Considerando o acima exposto, vem o Grupo Municipal do PAN propor que a Assembleia Municipal de Lisboa na sua Sessão Extraordinária de 16 de fevereiro de 2021, delibere recomendar à Câmara Municipal de Lisboa que diligencie o seguinte:

  1. Criação e adoção de um manual de procedimentos para as situações de acumulação de animais, com a explicitação dos vários intervenientes e definição de equipas multidisciplinares, compostas, entre outros, por psicólogos, médicos veterinários, agentes de autoridade de saúde e associações zoófilas para identificação, intervenção, avaliação e acompanhamento dos casos identificados;
  2. Definição do protocolo a adotar relativamente aos animais nos casos de acumulação de animais, em consonância com a legislação em vigor, e em parceria com a Casa dos Animais e as associações de bem-estar e proteção animal, nomeadamente a sua recolha, esterilização, entre outros; 
  3. Formação referente à perturbação de acumulação, tipos de acumuladores de animais e forma adequada de identificar e intervir perante estas situações, através de uma abordagem multidisciplinar,aos diversos serviços municipais, entre eles Polícia Municipal, Regimento Sapadores Bombeiros, Casa dos Animais de Lisboa, serviços médico-veterinários e demais entidades  competentes;
  4. Acompanhamento social, e em articulação com as autoridades de saúde, das pessoas identificadas nos casos de acumulação de animais de companhia;
  5. Promoção da intervenção dos serviços de saúde de nível municipal, conforme recomendado pelo Provedor de Justiça, com vista a assegurar uma deteção precoce das situações sinalizadas;
  6. Realização de campanhas de sensibilização e informação, em articulação com as Juntas de Freguesia e Associações de Proteção Animal parceiras da autarquia, à população sobre bem-estar animal, com especial enfoque sobre esta problemática.
  7. Promover um plano de intervenção adequado à natureza destas situações, que garanta a salvaguarda do bem-estar e saúde do animal, acautelando a sua não reprodução.

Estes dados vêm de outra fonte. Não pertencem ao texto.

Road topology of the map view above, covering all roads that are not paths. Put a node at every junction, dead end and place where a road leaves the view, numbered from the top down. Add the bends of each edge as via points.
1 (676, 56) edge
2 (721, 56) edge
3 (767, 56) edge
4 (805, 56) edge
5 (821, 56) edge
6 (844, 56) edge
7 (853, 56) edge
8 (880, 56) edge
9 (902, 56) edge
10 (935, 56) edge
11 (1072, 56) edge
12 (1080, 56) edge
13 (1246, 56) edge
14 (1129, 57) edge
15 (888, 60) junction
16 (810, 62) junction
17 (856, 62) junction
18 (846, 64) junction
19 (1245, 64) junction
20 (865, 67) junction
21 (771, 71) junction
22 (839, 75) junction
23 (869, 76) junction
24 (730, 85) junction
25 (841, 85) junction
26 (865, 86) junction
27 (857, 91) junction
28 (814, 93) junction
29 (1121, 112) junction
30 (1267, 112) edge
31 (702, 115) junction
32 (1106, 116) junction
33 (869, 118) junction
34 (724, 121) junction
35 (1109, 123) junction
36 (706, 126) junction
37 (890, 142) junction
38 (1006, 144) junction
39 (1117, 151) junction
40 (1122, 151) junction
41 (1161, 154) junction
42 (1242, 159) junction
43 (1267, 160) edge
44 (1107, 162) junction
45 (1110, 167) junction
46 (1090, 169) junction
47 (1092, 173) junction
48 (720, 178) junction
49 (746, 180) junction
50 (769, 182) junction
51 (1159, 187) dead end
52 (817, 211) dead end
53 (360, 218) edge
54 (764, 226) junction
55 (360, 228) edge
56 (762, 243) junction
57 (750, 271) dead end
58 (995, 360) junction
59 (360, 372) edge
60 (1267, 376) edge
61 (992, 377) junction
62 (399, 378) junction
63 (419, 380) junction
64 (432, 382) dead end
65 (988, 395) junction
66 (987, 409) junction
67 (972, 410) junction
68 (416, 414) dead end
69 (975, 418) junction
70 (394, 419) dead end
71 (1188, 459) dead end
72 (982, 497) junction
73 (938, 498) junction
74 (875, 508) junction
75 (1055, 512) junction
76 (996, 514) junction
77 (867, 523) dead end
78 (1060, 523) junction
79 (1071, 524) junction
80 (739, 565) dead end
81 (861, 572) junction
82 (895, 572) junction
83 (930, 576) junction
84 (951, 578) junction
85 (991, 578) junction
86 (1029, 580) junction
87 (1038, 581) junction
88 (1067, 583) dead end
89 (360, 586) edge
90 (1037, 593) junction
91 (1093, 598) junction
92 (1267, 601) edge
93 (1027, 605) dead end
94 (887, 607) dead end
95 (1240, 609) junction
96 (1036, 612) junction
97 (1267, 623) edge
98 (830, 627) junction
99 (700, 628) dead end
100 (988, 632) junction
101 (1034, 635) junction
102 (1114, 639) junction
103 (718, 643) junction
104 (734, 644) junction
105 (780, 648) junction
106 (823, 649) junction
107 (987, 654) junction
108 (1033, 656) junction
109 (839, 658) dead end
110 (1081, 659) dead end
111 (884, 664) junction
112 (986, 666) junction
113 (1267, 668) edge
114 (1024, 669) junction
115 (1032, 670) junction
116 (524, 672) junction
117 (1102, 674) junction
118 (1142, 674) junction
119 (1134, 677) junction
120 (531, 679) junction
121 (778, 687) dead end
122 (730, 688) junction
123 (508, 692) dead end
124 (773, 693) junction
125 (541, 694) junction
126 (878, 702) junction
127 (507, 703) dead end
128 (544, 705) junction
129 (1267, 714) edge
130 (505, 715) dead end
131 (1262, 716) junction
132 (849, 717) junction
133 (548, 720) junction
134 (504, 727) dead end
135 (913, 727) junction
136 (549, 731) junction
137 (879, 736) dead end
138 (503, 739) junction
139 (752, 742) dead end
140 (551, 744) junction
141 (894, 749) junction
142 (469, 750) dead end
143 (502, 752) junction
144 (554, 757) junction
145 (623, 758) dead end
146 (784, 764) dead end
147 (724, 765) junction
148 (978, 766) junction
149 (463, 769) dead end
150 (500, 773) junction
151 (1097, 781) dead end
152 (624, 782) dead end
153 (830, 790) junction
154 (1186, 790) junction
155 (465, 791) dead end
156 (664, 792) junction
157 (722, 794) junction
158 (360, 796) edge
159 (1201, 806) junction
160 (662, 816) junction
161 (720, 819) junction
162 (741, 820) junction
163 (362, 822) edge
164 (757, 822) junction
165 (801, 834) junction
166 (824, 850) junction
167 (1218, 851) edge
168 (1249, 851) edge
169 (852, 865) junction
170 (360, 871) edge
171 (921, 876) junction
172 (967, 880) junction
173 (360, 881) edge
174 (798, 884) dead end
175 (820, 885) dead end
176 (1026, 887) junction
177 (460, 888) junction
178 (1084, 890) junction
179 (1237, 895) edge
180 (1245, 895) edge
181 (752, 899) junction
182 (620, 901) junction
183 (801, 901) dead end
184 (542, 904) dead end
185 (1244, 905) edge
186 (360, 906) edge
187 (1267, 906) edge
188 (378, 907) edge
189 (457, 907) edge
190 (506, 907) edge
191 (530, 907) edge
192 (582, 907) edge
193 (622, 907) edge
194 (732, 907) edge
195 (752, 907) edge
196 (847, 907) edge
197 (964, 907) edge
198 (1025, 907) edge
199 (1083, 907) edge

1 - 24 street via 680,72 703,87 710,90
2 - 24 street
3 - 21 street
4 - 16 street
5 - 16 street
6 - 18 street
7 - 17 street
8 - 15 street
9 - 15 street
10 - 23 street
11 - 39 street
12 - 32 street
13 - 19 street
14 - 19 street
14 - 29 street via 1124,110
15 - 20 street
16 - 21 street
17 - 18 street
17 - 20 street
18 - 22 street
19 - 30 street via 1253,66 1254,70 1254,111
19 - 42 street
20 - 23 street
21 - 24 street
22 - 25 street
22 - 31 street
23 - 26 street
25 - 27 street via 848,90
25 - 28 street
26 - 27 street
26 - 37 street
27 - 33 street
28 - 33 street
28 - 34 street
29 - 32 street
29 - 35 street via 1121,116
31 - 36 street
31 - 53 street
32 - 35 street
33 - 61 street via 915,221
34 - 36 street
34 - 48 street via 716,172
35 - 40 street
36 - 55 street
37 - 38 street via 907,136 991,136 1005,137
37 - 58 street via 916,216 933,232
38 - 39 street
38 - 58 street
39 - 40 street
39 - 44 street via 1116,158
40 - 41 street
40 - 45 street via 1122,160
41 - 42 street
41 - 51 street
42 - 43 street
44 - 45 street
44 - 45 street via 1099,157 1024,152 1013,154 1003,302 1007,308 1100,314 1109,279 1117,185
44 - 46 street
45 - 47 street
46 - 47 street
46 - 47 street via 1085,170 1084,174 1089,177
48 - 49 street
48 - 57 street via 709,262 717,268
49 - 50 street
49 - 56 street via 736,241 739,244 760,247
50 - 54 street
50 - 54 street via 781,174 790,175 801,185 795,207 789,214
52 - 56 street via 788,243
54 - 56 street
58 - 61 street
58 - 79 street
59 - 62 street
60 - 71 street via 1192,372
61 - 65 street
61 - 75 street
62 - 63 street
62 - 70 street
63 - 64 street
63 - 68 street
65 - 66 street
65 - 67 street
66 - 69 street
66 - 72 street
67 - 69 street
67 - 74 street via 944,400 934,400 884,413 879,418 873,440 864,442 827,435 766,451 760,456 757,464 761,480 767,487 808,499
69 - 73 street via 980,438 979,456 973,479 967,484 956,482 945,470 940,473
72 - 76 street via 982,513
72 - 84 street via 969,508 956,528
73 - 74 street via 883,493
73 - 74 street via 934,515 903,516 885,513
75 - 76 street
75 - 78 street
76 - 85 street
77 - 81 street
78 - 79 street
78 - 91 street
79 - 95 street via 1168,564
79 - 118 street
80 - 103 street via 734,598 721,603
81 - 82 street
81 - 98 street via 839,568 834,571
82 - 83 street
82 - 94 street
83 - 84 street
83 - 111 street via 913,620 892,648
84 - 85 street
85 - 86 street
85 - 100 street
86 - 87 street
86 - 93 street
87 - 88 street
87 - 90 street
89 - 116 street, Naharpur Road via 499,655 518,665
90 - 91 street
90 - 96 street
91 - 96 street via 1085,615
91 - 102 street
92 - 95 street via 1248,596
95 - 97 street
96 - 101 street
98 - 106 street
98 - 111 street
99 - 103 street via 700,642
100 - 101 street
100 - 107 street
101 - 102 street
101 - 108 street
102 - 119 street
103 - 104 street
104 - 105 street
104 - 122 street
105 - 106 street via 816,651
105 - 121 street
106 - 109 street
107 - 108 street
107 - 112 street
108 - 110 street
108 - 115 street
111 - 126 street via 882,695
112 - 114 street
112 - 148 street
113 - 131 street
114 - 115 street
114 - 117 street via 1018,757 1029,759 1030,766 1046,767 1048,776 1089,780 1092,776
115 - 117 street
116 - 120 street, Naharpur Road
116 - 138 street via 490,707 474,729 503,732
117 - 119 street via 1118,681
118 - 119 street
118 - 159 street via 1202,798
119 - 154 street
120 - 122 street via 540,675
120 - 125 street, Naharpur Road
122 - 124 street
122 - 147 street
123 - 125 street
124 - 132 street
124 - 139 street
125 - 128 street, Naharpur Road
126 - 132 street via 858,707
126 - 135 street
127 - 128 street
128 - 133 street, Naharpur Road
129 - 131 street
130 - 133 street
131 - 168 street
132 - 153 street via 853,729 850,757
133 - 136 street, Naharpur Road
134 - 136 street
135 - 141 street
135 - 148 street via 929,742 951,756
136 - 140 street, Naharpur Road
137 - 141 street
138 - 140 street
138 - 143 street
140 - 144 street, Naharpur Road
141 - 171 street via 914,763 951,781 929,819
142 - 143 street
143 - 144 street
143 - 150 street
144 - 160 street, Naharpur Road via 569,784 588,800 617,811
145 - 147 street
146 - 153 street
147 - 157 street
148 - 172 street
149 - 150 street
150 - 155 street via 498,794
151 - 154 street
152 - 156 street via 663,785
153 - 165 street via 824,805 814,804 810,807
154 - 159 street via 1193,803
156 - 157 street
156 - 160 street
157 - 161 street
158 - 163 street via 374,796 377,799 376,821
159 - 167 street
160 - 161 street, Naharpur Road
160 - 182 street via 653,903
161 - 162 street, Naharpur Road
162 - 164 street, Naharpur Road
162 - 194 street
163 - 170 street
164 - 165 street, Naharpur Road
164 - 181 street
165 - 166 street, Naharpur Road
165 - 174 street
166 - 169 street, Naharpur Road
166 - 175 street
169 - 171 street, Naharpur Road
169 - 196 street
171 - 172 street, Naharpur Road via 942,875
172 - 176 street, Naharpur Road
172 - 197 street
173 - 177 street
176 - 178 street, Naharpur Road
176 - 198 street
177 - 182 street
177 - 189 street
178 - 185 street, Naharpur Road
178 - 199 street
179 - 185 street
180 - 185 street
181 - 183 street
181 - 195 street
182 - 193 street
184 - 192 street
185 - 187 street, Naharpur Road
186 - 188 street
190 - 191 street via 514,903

Lisboa, 11 de fevereiro de 2021

O Grupo Municipal do
Pessoas – Animais – Natureza,

Miguel Santos – Inês de Sousa Real

  1. https://br.psicologia-online.com/sindrome-de-noe-causas-sintomas-e-tratamento-200.html
  2. http://www.scielo.mec.pt/scielo.php?script=sci_arttext&pid=S0870-90252012000100011
  3. Frost et al., 2015 – https://www.psychiatrictimes.com/view/hoarding-animals-update
  4. http://cintesis.eu/pt/acumuladores-de-animais-devem-ser-colocados-no-centro-das-intervencoes/
  5. https://www.provedor-jus.pt/?action=5&idc=67&idi=15219
  6. Frost et. al., 2015
  7. Strong, S., Federico, J., Banks, R., & Williams, C. (2019). A collaborative model for managing animal hoarding cases. Journal of Applied Animal Welfare Science, 22(3), 267-278.